Due to close relationship between diabetes complications and blood sugar control, regular assessments can allow healthcare professionals to detect and address possible complications before symptoms appear, therefore effectively preventing or delaying complications.
5) How often should diabetes complications assessment be conducted?
At least once every one to two years, but it will be more ideal to consult your own family doctor for a more personalized plan.
6) How does diabetes complications assessment differ from a regular check-up?
In addition to monitoring blood sugar control and high-risk factors for cardiovascular disease e.g. cholesterol, diabetes complications assessment focuses on evaluating microvascular and neuropathic changes, including microalbuminuria, retinal vessels, cataracts, peripheral neuropathy and skin damages at foot.
7) How to perform foot examination, and why is it important to perform it on a regular basis?
Foot examination includes:
‣ checking for nail/sole/toe deformities, athlete's foot, ulcers, cracks, calluses, etc
‣ conducting vibration sensation tests to detect peripheral neuropathy early
‣ assessing abnormal foot vascular conditions by checking foot arterial pulses
Regular foot exams can reduce the risk of diabetic foot ulcers and amputations, as patient can be referred accordingly for further management and more professional foot care by vascular specialist or podiatrist.
8) What is diabetic retinopathy?
Diabetic retinopathy can be broadly categorized into non-proliferative diabetic retinopathy and proliferative diabetic retinopathy:
‣ Non-proliferative retinopathy is an early stage of retinopathy which involves small vessel anomalies, inadequate retinal blood flow, and retinal edema.
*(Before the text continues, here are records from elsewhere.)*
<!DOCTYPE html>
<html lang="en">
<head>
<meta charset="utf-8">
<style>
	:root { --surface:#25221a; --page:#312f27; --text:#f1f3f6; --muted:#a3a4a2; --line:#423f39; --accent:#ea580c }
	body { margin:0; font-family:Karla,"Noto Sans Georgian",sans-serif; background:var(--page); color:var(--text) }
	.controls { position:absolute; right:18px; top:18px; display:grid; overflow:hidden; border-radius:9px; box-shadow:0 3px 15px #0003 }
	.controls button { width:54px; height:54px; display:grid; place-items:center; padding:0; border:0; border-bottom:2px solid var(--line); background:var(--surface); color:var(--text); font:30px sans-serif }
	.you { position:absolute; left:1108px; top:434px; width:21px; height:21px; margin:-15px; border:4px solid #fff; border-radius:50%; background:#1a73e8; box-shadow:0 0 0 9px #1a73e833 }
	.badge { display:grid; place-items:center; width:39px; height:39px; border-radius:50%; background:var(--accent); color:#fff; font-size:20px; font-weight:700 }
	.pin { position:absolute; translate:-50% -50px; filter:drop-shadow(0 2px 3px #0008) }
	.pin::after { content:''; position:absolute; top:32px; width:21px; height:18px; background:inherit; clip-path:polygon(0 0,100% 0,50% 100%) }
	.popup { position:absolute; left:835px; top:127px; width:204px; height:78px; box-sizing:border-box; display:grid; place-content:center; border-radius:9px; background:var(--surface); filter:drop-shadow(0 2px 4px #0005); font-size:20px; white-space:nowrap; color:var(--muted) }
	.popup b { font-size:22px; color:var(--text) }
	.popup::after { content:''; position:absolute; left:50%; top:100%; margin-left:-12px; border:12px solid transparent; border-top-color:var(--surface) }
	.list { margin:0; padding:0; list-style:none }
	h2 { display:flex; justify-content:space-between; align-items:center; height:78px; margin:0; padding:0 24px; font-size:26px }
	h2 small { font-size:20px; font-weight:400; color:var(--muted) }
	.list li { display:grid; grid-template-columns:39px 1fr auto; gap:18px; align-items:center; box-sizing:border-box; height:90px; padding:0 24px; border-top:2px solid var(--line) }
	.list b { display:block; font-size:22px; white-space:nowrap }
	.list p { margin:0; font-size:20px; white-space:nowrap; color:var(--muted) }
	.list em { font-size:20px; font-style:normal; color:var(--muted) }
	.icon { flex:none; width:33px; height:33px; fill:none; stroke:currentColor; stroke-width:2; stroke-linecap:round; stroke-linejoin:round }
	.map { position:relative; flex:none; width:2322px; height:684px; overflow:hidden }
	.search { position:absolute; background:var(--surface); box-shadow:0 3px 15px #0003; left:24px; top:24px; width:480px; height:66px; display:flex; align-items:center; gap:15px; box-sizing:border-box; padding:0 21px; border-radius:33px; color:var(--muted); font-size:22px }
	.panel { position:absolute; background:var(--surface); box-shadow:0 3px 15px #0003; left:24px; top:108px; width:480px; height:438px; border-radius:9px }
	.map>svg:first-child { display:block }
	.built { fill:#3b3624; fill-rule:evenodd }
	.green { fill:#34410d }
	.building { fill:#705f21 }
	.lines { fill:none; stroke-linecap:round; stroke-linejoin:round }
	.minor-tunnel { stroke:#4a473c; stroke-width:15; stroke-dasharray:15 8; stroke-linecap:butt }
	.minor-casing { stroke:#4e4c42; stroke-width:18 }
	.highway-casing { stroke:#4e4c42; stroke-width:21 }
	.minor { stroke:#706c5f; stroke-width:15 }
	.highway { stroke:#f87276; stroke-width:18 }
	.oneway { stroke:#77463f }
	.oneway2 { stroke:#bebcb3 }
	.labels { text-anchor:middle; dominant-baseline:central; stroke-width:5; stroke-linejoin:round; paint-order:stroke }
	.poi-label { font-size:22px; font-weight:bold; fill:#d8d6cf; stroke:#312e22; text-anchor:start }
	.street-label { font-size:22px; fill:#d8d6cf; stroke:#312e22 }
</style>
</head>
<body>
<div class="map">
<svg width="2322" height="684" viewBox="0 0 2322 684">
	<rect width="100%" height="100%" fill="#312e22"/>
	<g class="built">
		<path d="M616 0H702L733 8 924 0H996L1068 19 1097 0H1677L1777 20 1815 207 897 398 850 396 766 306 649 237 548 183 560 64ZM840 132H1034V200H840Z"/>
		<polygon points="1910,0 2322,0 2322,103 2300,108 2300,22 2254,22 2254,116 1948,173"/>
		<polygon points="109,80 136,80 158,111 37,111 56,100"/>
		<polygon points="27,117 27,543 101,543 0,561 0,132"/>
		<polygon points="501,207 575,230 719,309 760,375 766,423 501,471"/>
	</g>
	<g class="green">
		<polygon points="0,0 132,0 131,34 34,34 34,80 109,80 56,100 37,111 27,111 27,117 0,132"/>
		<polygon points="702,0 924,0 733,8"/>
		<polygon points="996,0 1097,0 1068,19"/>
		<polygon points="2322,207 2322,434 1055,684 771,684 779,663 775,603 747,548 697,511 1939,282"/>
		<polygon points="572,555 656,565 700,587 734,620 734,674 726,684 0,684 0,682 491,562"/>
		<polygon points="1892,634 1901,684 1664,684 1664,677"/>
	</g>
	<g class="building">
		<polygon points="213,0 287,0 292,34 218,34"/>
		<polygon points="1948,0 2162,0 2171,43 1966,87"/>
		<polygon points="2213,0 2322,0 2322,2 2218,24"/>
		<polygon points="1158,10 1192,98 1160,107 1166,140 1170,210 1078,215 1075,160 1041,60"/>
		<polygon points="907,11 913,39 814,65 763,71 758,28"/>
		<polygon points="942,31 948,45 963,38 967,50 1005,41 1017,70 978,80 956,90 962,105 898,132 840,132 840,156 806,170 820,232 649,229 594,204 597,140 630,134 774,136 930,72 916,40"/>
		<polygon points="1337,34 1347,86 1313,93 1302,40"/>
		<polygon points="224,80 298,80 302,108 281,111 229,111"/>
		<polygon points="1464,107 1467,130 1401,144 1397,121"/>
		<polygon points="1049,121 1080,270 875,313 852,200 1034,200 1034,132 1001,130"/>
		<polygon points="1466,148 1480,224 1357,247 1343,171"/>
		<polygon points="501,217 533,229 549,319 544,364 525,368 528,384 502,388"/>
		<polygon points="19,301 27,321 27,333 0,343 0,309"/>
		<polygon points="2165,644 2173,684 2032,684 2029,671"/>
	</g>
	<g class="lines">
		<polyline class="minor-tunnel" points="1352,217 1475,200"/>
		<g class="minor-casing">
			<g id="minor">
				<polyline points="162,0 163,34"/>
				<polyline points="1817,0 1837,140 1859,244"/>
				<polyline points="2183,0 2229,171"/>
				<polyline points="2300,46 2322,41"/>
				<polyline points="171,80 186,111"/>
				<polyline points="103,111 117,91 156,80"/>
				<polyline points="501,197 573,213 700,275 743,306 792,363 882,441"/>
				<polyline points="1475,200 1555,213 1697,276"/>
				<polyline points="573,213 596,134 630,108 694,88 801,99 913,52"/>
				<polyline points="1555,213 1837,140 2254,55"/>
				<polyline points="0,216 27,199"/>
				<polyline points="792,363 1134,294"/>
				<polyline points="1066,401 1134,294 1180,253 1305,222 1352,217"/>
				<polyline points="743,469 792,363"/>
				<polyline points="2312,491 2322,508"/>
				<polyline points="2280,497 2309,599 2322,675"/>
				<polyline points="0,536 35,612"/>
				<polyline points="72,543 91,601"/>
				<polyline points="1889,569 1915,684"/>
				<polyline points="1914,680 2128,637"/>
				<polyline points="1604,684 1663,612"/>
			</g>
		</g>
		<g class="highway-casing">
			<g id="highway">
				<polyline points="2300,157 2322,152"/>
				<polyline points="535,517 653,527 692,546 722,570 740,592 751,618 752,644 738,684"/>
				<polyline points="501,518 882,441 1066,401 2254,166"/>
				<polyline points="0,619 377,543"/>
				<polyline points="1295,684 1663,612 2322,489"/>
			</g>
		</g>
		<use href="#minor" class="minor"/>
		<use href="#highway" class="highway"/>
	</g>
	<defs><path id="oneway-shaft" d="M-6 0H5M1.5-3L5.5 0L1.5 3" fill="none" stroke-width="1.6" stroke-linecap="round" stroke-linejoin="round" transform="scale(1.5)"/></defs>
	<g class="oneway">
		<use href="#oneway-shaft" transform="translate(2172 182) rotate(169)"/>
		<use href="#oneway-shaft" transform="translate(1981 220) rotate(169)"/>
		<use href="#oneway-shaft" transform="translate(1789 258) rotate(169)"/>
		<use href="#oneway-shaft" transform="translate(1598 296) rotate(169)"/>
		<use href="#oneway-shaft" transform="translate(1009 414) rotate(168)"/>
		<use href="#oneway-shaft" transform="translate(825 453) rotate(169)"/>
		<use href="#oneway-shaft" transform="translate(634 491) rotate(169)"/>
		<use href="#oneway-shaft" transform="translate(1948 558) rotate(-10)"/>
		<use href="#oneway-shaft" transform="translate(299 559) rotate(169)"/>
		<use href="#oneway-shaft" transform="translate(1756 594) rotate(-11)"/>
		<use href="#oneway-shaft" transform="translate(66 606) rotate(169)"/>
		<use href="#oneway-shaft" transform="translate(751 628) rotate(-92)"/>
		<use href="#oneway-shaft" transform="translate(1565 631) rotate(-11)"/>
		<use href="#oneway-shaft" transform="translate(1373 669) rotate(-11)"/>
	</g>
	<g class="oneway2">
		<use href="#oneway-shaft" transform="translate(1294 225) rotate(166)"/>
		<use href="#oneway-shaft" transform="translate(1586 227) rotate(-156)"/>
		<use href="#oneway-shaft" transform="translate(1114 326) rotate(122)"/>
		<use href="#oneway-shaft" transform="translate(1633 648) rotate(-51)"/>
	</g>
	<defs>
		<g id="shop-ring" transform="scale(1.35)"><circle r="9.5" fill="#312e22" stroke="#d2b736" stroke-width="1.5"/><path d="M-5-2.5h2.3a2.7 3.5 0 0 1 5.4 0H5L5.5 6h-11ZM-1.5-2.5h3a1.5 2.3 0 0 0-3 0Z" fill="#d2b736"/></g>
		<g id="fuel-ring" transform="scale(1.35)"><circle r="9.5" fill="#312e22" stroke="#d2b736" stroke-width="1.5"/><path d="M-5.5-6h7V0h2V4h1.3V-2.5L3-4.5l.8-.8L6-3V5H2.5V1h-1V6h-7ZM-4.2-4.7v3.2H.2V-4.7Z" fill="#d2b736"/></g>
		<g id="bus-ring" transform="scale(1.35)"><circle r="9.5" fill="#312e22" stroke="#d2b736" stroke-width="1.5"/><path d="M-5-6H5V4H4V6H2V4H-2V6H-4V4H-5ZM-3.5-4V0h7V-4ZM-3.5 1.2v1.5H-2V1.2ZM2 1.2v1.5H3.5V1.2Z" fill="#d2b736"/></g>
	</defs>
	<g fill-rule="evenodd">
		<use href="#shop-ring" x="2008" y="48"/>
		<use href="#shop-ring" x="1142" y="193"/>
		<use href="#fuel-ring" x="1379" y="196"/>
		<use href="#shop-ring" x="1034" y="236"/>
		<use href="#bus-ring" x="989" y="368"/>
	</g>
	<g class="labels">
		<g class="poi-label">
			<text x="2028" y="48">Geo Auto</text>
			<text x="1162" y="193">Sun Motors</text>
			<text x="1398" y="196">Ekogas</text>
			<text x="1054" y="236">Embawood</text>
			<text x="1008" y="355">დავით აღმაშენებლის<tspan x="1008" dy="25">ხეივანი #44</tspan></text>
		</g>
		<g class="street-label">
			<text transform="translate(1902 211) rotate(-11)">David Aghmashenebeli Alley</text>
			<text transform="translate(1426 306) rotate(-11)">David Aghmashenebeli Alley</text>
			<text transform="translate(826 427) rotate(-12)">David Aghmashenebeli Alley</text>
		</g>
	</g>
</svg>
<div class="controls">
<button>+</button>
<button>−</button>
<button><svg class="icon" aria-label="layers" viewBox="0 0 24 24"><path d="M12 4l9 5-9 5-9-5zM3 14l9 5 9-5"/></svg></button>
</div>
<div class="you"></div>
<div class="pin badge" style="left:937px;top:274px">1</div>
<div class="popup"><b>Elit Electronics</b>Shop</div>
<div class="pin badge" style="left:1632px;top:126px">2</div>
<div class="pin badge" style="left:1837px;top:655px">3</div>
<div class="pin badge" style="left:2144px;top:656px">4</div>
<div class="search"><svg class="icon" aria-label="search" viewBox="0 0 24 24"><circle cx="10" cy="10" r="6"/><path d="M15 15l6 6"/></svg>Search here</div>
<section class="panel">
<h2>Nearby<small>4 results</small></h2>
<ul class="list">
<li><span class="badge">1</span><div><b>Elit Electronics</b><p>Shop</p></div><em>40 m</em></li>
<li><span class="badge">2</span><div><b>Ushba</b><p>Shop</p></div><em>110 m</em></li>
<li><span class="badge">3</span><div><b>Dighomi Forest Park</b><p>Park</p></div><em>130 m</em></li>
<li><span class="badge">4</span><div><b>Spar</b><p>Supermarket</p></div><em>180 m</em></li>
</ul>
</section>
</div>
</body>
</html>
Visual symptoms may not be present at this stage, but vision can be impacted if it involves the macula.
‣ Proliferative retinopathy involves abnormal vessel and fibrous tissue growth due to inadequate retinal blood supply, which can lead to bleeding in the vitreous or retina and even retinal detachment, potentially causing severe vision impairment or blindness.
9) Is diabetic eye disease untreatable once it appears?
Early treatment with intraocular injections is effective for diabetic retinal edema. With timely retinal laser treatment for diabetic retinopathy, there is a significant chance of preventing worsening complications like intraocular bleeding or retinal detachment.
Since early-stage diabetic retinopathy may be asymptomatic, regular eye exams are crucial for monitoring retinal vascular damage and proliferation, allowing for early referral of high-risk cases to ophthalmologists for laser treatment to reduce the risk of blindness.